Он с ненавистью посмотрел на его сытое, розовое лицо, и слезы обиды чуть снова не выступили у него на глазах.
– И отчего они меня, а не его, например?!. Чем он лучше меня?! У него семнадцатого октября в участке демонстрантам руки выкручивали, легкие отбивали, насиловали, голодом по три дня политических морили. У меня, положим, тоже ребята охулки на руки не клали, – Лапшев зло улыбнулся, – но все же по-божески…
«А погром помнишь?» – шепнул ему чей-то злорадный голос.
Погром?! Ах, да! Он вспомнил!.. Быть может, за это?!
Вышел приказ по всей российской полиции – подавить революцию. Но как?! Бить жидов, и как можно чувствительнее. И он постарался. Он переодел своих городовых в штатское платье, собрал хулиганов, роздал всем оружие и направил их на еврейский квартал. Вот была потеха! На его глазах грабили, резали женщин, стариков, детей, насиловали девушек, вбивали гвозди в черепа, отрезали груди, а он хоть бы пальцем шевельнул. Какой-то жидок молил его о защите, но Лапшев толкнул его в толпу, та подхватила его, и не успел он моргнуть глазом, как от жидка осталось одно воспоминание.

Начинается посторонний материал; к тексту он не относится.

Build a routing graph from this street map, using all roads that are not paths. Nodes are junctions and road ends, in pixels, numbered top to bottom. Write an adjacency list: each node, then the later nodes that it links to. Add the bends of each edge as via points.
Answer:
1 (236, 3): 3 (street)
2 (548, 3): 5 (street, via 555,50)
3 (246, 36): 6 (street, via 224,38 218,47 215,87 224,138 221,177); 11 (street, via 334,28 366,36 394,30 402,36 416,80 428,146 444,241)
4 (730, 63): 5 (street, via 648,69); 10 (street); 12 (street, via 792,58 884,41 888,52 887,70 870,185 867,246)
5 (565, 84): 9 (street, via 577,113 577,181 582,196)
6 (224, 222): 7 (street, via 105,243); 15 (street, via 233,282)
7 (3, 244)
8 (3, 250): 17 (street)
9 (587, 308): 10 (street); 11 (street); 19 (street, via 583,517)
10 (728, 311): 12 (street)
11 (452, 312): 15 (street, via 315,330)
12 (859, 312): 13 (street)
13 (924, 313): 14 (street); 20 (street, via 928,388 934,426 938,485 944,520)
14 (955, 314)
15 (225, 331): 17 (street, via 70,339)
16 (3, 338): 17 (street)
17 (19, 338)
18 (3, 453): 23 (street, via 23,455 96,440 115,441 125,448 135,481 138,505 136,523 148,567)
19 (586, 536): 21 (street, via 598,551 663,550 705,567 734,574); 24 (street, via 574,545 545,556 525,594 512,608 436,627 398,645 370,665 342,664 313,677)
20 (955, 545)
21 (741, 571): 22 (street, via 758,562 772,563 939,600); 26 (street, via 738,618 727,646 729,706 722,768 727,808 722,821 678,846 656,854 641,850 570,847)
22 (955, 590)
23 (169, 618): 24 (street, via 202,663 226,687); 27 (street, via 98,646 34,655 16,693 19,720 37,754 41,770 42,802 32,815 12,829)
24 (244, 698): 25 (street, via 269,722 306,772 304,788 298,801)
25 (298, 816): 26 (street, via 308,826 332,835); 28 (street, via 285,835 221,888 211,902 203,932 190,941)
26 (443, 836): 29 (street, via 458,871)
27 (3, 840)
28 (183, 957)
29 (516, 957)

«А выстрел помнишь?» – шепнул тот же голос.
Лапшев встряхнул мозгами и вспомнил. Он забрался в густо населенный дом и выстрелил с балкона. Погромщики после этого, как стая бешеных собак, ринулись на дом и перерезали всех жильцов.
– А того студента помнишь?
Лапшев припомнил и того студента. Он припомнил потом еще десять лиц, и теперь ему сделалось понятным – за что. Но он все еще не хотел признать себя виновником и по-прежнему спрашивал каждого входящего:
– За что?!.
В комнату не переставали входить на цыпочках и выходить разные лица. Товарищи по службе, родственники и обыватели – купцы, домовладельцы.
Он с трудом узнавал их, но ее, эту толстую даму, пестро одетую, с лицом, как у мопса, в золотых серьгах колесом, он узнал сразу. Это была Катя-одиночка. Пять лет изо дня в день она гуляла по Нарышкинской улице – самой фешенебельной в городе, навязываясь мужчинам, и пять лет подряд каждый месяц аккуратно, 1-го, она являлась к нему на дом и вносила ему следуемый «оброк» – десять рублей. Это за право в подведомственных ему владениях распоряжаться своим телом, как ей угодно.
Таких, как она, у него была дюжина. Катя была аккуратна до щепетильности. Ни дождь, ни вьюга не мешали ей являться к нему 1-го.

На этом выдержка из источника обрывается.